Regarding the performance of both approaches we have seen that the model-based method gets nearer to the optimal solution in the non-metastable settings. For high metastable dynamics this approach suffers from long running times and a high variance of the gradient estimator.44 In our experimental analysis we observed a significant advantage of the TD3 algorithm over the deterministic reinforce algorithm in terms of learning a reasonable control faster. Our experiments suggest several reasons for this superiority. The TD3 algorithm performs a notably higher number of gradient steps per episode compared to the deterministic reinforce algorithm which relies on complete trajectory sampling before each gradient update, making bootstrapping impractical. This difference in gradient steps necessitates the deterministic gradient method to allocate considerably more memory for each update due to the extended length of trajectories. To ensure a fair comparison we conducted experiments for the case K = 1, allowing more gradient steps per data generated. The faster convergence observed in this scenario suggests that TD3 particularly benefits from the increased number of gradient steps especially in handling metastable problems. Another critical aspect contributing to TD3’s effectiveness is its reliance on accurate Q-value function approximation. When the Q-value function is well-approximated TD3’s gradient updates effectively guide the algorithm toward the optimal policy without requiring complete trajectory sampling, unlike the deterministic gradient estimator which lacks this correction term. Furthermore, this advantage enables TD3 to pursue off-policy learning enhancing its overall efficiency and adaptability. Moreover, TD3’s third advantage lies in its integration of exploration mechanisms a feature absent in traditional gradient-based methods. By actively exploring the environment, TD3 efficiently uncovers novel and potentially rewarding state-action trajectories resulting in more informed policy discovery.

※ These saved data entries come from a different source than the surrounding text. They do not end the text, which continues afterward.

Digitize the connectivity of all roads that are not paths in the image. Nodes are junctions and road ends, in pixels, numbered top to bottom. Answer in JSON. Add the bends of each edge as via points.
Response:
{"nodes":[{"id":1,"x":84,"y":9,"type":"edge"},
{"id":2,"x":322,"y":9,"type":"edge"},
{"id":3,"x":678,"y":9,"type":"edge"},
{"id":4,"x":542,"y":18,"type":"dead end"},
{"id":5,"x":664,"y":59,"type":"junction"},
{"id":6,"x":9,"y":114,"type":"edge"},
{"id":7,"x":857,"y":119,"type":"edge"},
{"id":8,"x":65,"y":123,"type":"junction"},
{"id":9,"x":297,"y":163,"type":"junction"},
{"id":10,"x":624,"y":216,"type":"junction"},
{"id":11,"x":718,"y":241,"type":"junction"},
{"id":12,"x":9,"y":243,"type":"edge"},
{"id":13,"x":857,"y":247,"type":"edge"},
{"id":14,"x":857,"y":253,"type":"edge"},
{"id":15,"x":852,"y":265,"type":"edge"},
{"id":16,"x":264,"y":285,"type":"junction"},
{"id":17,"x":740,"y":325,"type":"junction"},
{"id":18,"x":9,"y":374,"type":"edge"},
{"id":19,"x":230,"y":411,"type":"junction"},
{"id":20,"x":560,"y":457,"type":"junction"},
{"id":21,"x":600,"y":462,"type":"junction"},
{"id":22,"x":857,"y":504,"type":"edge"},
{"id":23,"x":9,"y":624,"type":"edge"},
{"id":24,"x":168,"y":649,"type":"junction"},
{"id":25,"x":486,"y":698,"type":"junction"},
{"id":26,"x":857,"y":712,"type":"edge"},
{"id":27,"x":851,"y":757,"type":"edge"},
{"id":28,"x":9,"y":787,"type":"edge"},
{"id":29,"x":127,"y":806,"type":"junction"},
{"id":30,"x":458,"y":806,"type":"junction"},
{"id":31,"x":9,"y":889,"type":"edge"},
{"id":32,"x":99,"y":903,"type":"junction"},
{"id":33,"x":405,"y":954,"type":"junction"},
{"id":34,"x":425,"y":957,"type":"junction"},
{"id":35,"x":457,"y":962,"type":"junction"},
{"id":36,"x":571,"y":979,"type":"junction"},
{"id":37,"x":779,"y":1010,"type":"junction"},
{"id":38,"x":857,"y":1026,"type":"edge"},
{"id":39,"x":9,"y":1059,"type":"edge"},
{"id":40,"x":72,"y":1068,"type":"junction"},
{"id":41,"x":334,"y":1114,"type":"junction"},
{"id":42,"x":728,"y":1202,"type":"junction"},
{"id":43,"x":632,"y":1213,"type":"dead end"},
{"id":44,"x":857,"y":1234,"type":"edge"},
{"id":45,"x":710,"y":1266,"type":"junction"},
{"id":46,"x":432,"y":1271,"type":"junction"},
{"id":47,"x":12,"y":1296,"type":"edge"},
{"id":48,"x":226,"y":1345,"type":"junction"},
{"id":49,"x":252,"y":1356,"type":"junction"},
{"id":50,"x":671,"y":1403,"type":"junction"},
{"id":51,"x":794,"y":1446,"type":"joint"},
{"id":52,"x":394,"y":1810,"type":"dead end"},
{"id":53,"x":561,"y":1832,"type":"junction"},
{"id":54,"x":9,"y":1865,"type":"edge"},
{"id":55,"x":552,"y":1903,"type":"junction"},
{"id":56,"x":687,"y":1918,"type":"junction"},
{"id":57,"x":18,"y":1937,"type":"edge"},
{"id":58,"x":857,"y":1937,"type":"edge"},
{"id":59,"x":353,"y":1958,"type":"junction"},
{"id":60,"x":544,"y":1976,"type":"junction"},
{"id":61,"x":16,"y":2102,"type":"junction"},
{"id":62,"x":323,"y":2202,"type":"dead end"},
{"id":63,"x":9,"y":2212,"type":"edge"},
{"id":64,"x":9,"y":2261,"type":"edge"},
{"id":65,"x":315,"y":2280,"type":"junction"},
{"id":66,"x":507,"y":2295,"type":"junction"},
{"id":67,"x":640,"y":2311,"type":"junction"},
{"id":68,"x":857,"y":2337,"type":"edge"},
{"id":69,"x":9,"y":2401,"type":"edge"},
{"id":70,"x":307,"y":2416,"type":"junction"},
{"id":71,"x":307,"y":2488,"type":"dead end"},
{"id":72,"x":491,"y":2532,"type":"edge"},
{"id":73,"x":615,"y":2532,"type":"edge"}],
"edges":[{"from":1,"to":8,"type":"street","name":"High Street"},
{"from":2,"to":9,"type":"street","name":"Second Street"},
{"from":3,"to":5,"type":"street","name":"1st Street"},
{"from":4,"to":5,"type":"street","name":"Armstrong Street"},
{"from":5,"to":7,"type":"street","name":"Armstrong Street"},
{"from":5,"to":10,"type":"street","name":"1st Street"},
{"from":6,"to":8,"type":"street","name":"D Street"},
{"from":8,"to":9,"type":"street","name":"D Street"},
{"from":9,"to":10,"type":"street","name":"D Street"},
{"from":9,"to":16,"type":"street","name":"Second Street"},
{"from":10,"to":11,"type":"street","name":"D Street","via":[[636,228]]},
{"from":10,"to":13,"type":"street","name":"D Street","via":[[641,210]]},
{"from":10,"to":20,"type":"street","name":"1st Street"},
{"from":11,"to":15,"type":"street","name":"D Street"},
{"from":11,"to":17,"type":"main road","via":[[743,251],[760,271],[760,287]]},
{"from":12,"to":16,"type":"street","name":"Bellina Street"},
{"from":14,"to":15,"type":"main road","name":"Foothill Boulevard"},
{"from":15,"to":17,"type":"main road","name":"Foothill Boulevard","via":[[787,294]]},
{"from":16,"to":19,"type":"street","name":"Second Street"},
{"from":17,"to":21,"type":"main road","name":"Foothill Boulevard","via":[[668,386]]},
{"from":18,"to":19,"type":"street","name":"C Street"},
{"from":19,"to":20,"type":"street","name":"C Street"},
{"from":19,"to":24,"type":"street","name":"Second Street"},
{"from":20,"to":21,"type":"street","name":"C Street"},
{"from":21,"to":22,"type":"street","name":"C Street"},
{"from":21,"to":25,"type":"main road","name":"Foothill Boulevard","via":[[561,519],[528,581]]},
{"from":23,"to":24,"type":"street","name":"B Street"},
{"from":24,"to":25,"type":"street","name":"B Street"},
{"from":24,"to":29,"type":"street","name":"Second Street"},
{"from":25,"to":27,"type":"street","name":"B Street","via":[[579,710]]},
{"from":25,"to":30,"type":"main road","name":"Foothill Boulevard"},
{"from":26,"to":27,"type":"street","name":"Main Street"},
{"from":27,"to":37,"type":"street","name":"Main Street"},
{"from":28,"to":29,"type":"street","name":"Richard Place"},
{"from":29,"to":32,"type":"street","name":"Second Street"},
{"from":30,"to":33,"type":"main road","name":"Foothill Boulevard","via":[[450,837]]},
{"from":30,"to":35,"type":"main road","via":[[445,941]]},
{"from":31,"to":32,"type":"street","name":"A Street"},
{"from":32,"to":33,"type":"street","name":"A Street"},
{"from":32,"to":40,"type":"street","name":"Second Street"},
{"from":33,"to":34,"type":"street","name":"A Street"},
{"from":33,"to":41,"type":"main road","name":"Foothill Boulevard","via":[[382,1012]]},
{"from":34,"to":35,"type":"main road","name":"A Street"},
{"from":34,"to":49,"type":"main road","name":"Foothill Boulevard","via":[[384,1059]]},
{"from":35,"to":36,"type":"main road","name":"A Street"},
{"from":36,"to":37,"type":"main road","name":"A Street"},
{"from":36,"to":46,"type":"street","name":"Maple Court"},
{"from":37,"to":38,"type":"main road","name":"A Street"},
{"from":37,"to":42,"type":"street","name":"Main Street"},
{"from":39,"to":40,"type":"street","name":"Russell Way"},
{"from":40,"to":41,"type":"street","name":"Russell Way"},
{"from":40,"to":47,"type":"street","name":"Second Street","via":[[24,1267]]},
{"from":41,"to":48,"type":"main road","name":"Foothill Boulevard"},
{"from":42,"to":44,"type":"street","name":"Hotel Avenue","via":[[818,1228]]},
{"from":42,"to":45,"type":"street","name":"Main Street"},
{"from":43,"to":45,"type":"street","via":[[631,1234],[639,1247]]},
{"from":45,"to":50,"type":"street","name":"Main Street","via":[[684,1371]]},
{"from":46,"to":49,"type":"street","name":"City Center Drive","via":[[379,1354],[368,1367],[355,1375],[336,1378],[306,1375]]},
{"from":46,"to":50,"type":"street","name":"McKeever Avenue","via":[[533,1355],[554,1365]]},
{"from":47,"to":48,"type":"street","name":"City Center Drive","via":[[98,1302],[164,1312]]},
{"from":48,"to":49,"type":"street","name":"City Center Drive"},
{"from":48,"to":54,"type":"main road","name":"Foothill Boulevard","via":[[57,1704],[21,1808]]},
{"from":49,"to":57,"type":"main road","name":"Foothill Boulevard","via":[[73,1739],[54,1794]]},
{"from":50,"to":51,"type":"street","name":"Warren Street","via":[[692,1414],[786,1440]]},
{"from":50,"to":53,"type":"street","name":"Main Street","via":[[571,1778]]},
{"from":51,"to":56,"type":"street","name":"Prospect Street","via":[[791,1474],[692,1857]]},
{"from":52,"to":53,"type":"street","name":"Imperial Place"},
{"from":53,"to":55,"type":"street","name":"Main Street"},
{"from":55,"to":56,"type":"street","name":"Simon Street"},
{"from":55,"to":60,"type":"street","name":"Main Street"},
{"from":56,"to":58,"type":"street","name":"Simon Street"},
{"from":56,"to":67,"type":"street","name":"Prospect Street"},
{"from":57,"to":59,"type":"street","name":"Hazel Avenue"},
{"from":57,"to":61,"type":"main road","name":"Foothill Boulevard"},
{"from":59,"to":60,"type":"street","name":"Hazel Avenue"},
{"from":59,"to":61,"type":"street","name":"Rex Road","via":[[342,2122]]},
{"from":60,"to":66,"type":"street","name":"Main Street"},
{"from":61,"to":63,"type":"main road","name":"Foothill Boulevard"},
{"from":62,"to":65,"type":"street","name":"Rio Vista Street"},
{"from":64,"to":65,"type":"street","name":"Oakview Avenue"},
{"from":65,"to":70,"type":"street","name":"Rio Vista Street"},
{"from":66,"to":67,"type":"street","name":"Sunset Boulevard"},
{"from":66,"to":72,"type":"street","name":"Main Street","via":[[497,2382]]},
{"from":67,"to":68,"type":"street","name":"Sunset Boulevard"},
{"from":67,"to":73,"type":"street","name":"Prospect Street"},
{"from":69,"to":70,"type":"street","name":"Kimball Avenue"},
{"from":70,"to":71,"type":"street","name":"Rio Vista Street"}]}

In this article we have shown that the stochastic optimization approach to importance sampling can be interpreted as a reinforcement learning problem. After presenting the importance sampling problem and a brief introduction to reinforcement learning we have shown how to formulate a MDP for the corresponding stochastic control problem. The MDP is the basic framework for reinforcement learning. By constructing the MDP we have established a first link. We then compared the optimization approaches given for both problems. The comparison has shown that the two optimization approaches are similar and that the optimization in the SOC case is a special case of the reinforcement learning formulation. In the SOC case the forward model of the controlled dynamical system is explicitly given while the reinforcement learning formulation is more general. A third connection has been shown by a detailed discussion of the algorithms developed for the SOC case. Here we have shown that a gradient-based method already proposed in the stochastic optimal control literature can be interpreted as the deterministic policy version of the well-known REINFORCE algorithm which turns out to be model-based. All in all, we have made three connections. We have introduced ideas from reinforcement learning that can be applied to problems seeking optimal deterministic policies namely DPG and its most popular variants DDPG and TD3. These algorithms are model-free policy gradient methods. They can be applied to the importance sampling SOC problem. We have presented the application of both algorithms used in a small dimensional setting and discussed their possible advantages and disadvantages. By applying TD3 to the SOC problem we have clearly shown that the importance sampling SOC problem can be interpreted as a reinforcement learning problem.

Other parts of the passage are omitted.